Before following through with her goal of attending law school though, she spent nearly a decade working as an international consultant. She studied in Morocco on a National Security Education Program “Boren Scholarship” and also received a Marshall Scholarship to study the Middle East in the U.K.
And after the Iraq War, she spent a decade off and on in Iraq where she worked with the Kurdish people to rebuild. Through that work, she worked with President of the Kurdistan Region, Masoud Barzani, and worked on ideas about how to democratize and rebuild political institutions — “the best job a 22-year-old could have,” she said.
But after starting her family and wanting to spend less time away from her children, she resumed her path to the legal profession — and started law school the same day her oldest started kindergarten.
Hausknecht has now worked at Gibson Dunn since 2015 and focuses her practice on litigation and government investigations. She developed a niche with tech companies and works largely in privacy issues that arise as we transition to a technology-driven economy.
For instance, in 2019, she advised clients on new state and federal biometric privacy laws, has helped U.S. companies ensure their policies were compliant with the European General Data Privacy Regulation as well as the California Consumer Privacy Act, and has helped companies respond to new laws, regulations and emergency orders that have come up stemming from the COVID-19 pandemic.
She has also worked with Uber in several class action lawsuits that arose that sought preliminary injunctions to reclassify its drivers in California and Massachusetts as employees. Hausknecht worked to defeat the injunctions, explaining that they would harm drivers by denying them of pandemic benefits that Congress created specifically to help them.
Hausknecht said she got interested in the COVID-19 situation from the start, saying we’ve all had to adapt to the situation as it has continued to evolve. Local, state and federal governments came up with a range of policies to help ease the stress on companies, but whenever local regulations come up, it creates a challenge for companies, she said. Navigating those evolving circumstances is what attorneys are there for, she said.
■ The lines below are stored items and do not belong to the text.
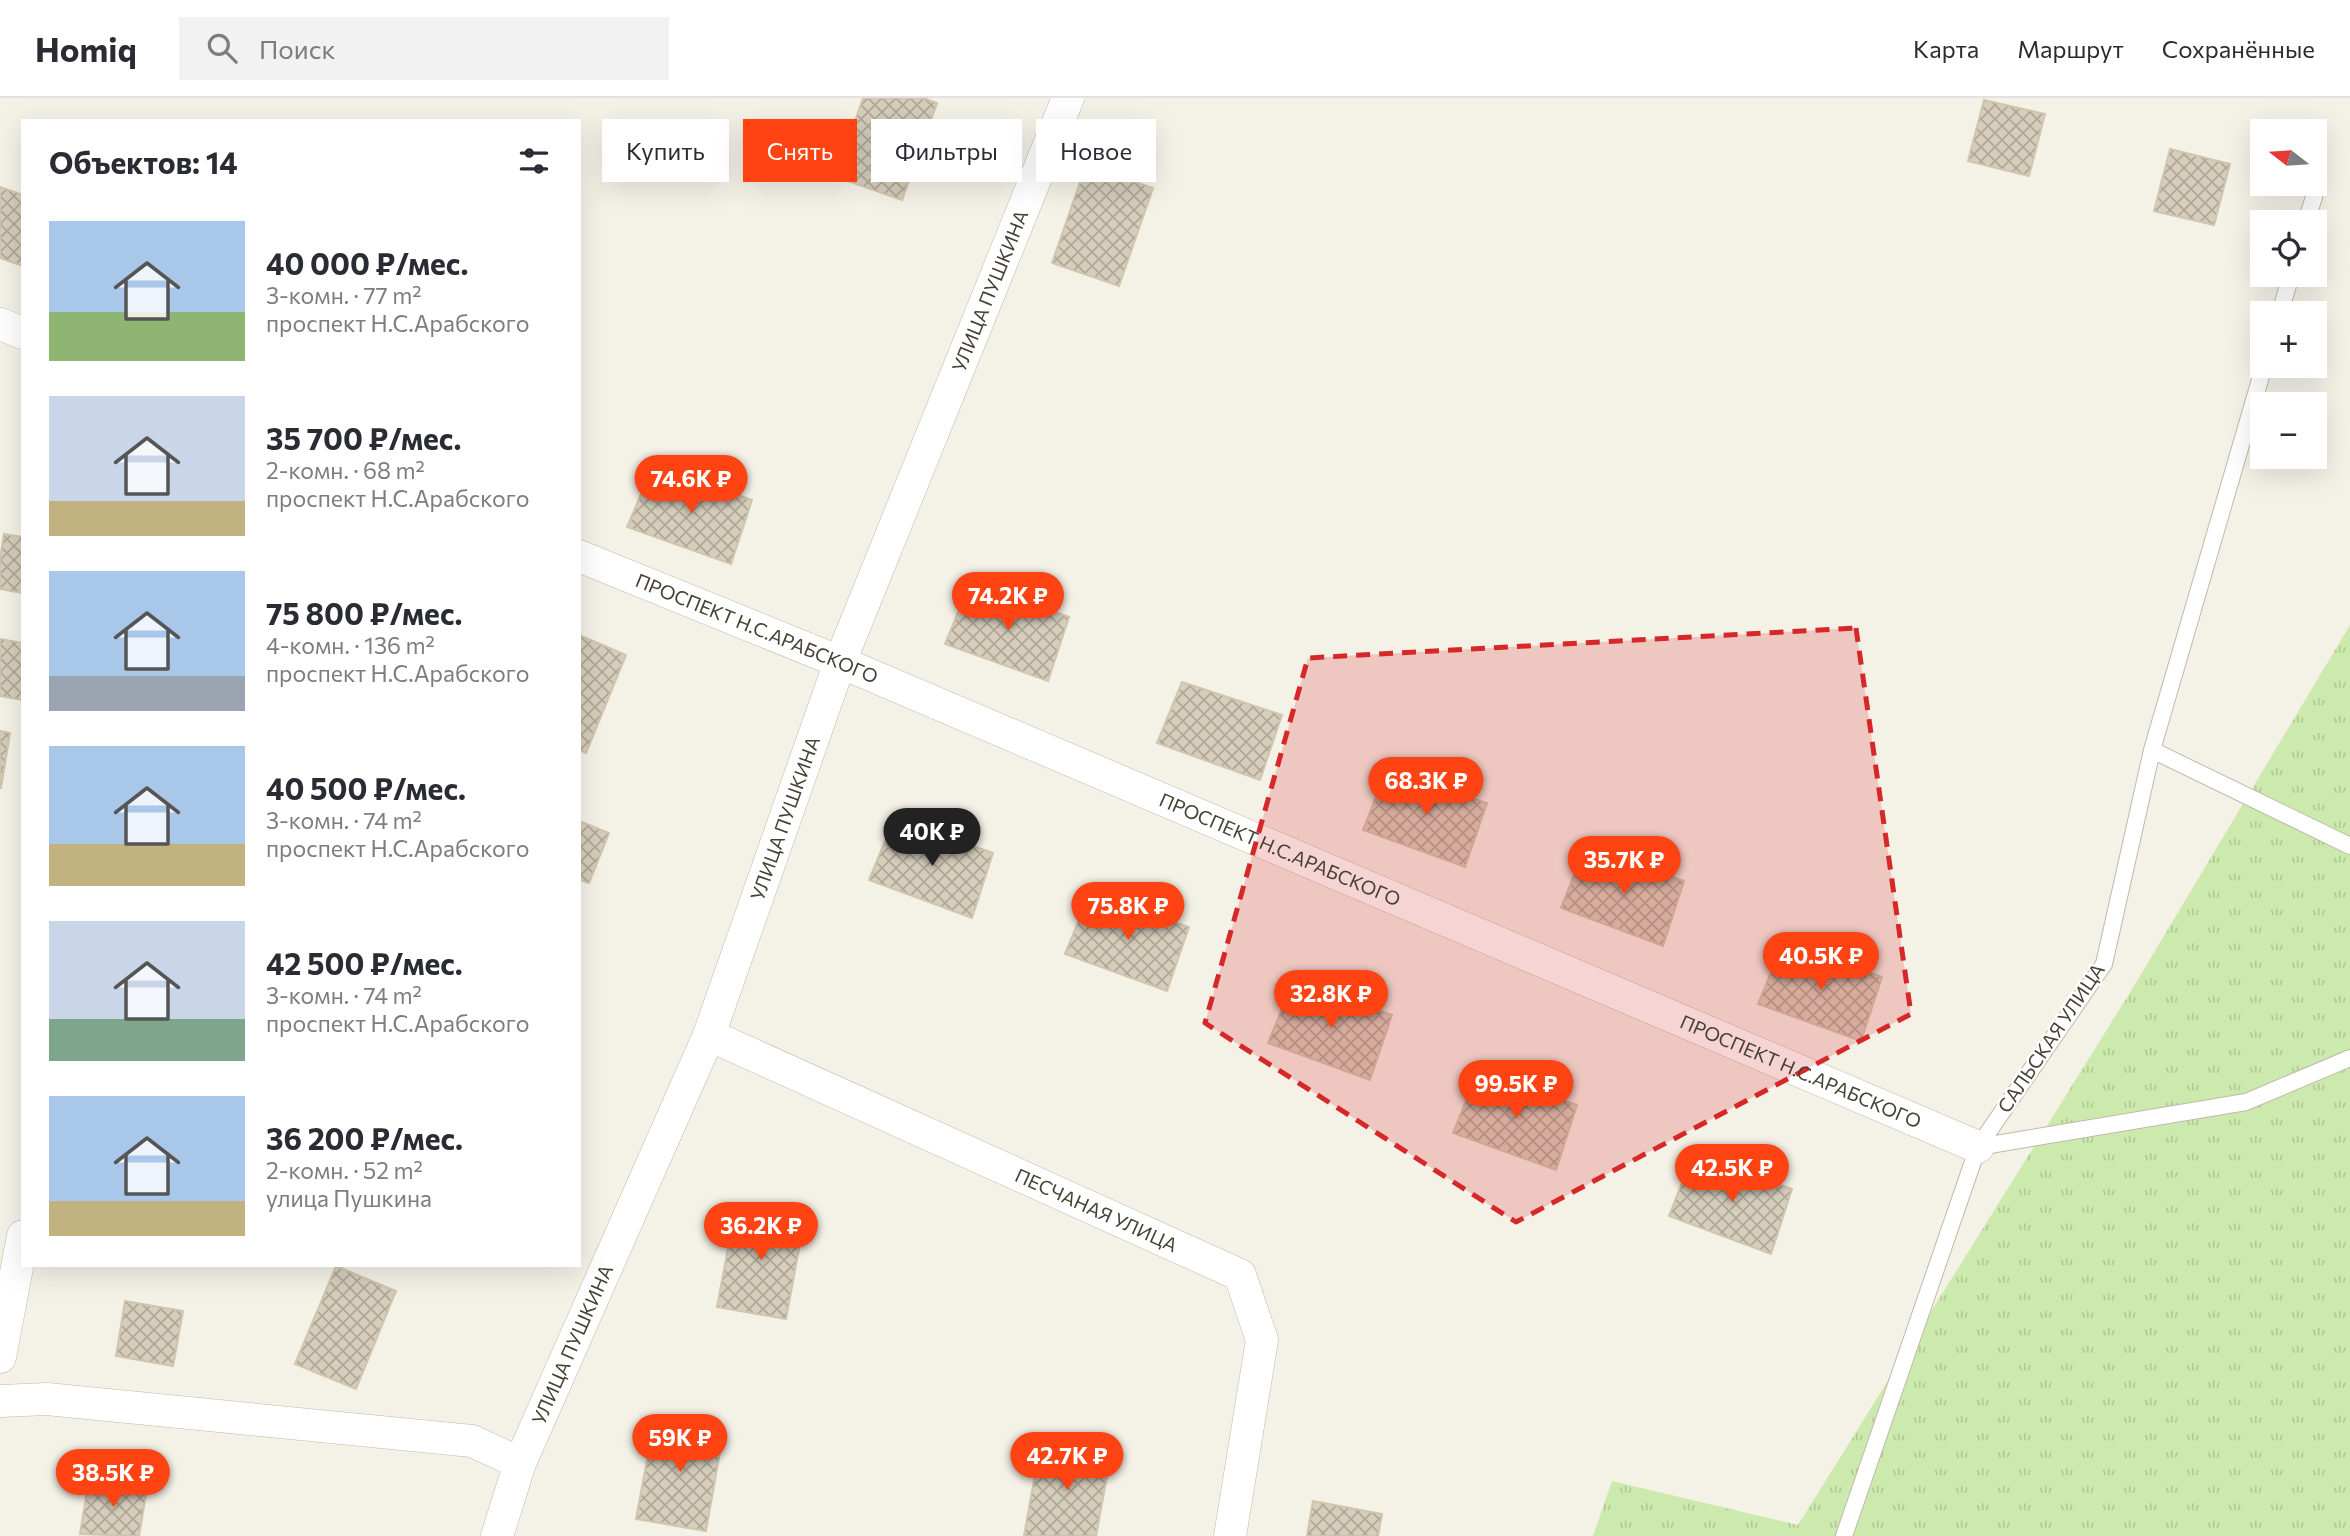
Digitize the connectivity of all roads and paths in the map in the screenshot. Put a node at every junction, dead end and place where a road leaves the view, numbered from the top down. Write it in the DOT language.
graph roads {
  1 [pos="1068,98"];
  2 [pos="2314,197"];
  3 [pos="2310,210"];
  4 [pos="0,324"];
  5 [pos="21,332"];
  6 [pos="2260,378"];
  7 [pos="581,557"];
  8 [pos="840,663"];
  9 [pos="2152,750"];
  10 [pos="2350,846"];
  11 [pos="709,1035"];
  12 [pos="2350,1058"];
  13 [pos="1978,1147"];
  14 [pos="21,1247"];
  15 [pos="0,1357"];
  16 [pos="0,1401"];
  17 [pos="520,1463"];
  18 [pos="497,1536"];
  19 [pos="1230,1536"];
  20 [pos="1844,1536"];
  1 -- 8 [label="street, УЛИЦА ПУШКИНА"];
  2 -- 3 [label="lane"];
  4 -- 5 [label="street"];
  6 -- 9 [label="lane, САЛЬСКАЯ УЛИЦА"];
  7 -- 8 [label="street, ПРОСПЕКТ Н.С.АРАБСКОГО"];
  8 -- 11 [label="street, УЛИЦА ПУШКИНА"];
  8 -- 13 [label="street, ПРОСПЕКТ Н.С.АРАБСКОГО"];
  9 -- 10 [label="lane"];
  9 -- 13 [label="lane, САЛЬСКАЯ УЛИЦА"];
  11 -- 17 [label="street, УЛИЦА ПУШКИНА"];
  11 -- 19 [label="street, ПЕСЧАНАЯ УЛИЦА"];
  12 -- 13 [label="lane"];
  13 -- 20 [label="lane, САЛЬСКАЯ УЛИЦА"];
  14 -- 15 [label="street"];
  16 -- 17 [label="street"];
  17 -- 18 [label="street, УЛИЦА ПУШКИНА"];
}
In her legal career thus far, she’s been able to continue to use her international experience as well. She has led complex discovery teams, including a team of in-house and contract attorneys in a billion-dollar trade secrets and anti-trust case between two global giants, requiring the production of millions of documents. She has also helped multinational companies analyze their corruption risks and ensure compliance with the Foreign Corrupt Practices Act.
“I’m lucky to be at a firm like Gibson Dunn,” she said, noting not only the firm’s major corporate work but also its support for attorneys’ pro bono passions, such as her own work on behalf of a refugee from Belarus whom she helped fight removal from the U.S. “I take pleasure in knowing I can use my law degree to help people in a situation that is confusing or intimidating.”
Hausknecht said she was driven to pursue a career in law because of the personal interactions with the law she had seen. But through her legal career, she has had large-scale experience and a deep impact for her clients, be they governmental leaders or multinational corporations.